August 13, 2008

Experience, Judgment and Learning Agility

I was sitting in a cramped American Red Cross bus, doing my civic duty and giving blood. As I lay with tubes coming out of my arm, the nurses began to discuss the presidential candidates who apparently both have August birthdays. One nurse commented "Now I really don't know who I am going to vote for---McCain really does have alot more experience" (she sounded like a former Hillary supporter).



So I wondered: What is experience worth in a Leader? How much is enough? Can one have too much experience or not the right kind?


These questions are critical today given the looming baby boomer retirement issue and concerns about filling the leadership pipeline, both in government and business. If experience is the critical factor in choosing a leader, than all leaders should be as old as possible since they will have the most experience. I know that is simplistic, but it does sort of follow from the argument.
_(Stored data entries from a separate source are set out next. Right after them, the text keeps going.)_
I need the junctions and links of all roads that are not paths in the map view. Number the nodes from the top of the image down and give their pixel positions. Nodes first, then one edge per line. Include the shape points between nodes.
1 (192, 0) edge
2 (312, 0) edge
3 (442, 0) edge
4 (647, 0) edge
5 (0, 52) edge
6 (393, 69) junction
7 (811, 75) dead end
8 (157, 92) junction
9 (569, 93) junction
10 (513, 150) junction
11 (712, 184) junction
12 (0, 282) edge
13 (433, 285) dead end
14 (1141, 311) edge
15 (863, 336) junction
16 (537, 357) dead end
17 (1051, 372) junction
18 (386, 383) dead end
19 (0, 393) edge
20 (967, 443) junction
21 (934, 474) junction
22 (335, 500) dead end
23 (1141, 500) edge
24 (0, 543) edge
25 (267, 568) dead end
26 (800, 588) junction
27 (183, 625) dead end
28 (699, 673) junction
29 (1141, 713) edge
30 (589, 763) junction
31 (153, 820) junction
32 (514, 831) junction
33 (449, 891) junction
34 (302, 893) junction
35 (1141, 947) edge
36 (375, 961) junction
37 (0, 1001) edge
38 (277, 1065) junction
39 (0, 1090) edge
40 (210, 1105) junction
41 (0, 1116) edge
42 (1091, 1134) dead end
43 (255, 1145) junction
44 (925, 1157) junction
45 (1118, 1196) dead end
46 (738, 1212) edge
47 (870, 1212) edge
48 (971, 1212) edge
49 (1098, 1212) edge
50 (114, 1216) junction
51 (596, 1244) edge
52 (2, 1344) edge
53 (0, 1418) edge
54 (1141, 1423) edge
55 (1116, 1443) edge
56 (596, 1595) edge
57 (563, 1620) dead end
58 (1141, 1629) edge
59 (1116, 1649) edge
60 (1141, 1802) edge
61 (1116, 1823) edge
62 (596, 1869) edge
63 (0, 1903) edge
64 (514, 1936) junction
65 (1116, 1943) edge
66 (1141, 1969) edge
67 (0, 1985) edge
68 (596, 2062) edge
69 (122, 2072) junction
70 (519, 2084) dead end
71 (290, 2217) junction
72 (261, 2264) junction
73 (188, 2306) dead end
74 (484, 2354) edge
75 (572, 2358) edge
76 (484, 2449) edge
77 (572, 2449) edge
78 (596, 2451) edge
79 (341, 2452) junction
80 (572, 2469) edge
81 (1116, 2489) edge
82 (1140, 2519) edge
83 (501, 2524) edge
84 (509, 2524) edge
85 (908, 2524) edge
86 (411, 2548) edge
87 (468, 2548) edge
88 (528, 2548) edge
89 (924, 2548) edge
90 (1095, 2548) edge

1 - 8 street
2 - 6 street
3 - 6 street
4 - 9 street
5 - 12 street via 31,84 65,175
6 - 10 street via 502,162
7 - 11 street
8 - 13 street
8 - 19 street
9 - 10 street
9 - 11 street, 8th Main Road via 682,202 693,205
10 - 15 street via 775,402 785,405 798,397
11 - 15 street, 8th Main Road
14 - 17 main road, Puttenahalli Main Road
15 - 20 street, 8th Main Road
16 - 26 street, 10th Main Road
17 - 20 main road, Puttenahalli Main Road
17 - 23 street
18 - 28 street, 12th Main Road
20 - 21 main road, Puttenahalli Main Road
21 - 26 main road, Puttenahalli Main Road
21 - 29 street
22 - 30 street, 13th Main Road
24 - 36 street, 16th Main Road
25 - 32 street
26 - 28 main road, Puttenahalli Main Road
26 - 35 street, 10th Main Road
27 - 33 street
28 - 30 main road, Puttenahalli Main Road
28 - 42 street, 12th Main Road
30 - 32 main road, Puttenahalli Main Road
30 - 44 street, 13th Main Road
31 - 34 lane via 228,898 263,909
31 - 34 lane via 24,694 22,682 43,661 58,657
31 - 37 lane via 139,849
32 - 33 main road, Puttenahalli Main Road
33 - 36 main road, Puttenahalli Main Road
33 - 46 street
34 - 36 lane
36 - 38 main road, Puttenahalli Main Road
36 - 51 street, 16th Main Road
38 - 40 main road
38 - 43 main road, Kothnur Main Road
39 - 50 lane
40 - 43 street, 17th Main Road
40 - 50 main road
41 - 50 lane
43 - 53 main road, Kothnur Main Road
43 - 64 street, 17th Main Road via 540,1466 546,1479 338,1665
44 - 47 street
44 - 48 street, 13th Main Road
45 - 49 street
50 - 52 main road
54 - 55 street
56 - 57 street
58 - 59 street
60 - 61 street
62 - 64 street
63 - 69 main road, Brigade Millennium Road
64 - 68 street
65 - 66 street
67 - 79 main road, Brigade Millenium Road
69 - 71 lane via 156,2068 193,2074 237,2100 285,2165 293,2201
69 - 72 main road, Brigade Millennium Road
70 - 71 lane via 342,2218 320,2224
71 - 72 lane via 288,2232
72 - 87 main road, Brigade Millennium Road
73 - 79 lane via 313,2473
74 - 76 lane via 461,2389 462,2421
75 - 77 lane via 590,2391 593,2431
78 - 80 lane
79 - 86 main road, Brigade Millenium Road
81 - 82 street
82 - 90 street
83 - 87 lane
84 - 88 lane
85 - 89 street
On the other hand, there is the question of the right kind of experience. In politics do we want leaders who are former military people, have many years in the senate, experience governing a state or leading a company, community organizing, public interest law? In business, do we need leaders with specialty expertise like engineering, technology, finance, biotech or will we be better served by leaders with more general management and business experience?

I believe experience is important, but what is even more important is what one learns from that experience which is captured in the concept of Learning Agility. Learning agility , as defined by Lominger, is "the ability and willingness to learn, change and gain from life experiences; use failures, successes and feedback to form rules of thumb, models, maps, paradigms......" --basically to apply your learning to new situations.

So the question becomes, not "How many years of experience do you have?" but instead, "What have you learned from your experience? How have you applied that learning to better yourself and the world around you?"

Unfortunately, too much hiring today focuses on the first solution--- years of experience---rather than the second which, granted, is a little harder to define.

We are living in a time of rapid change and complexity, and we do not know all the challenges we face in the future. When you consider the daunting tasks ahead for a new President, Governor, CEO, College Chancellor or others in high places, do you want the person with the most years of experience or someone who has demonstrated the ability to learn from his/her experience and apply those learnings to new and unforeseen situations?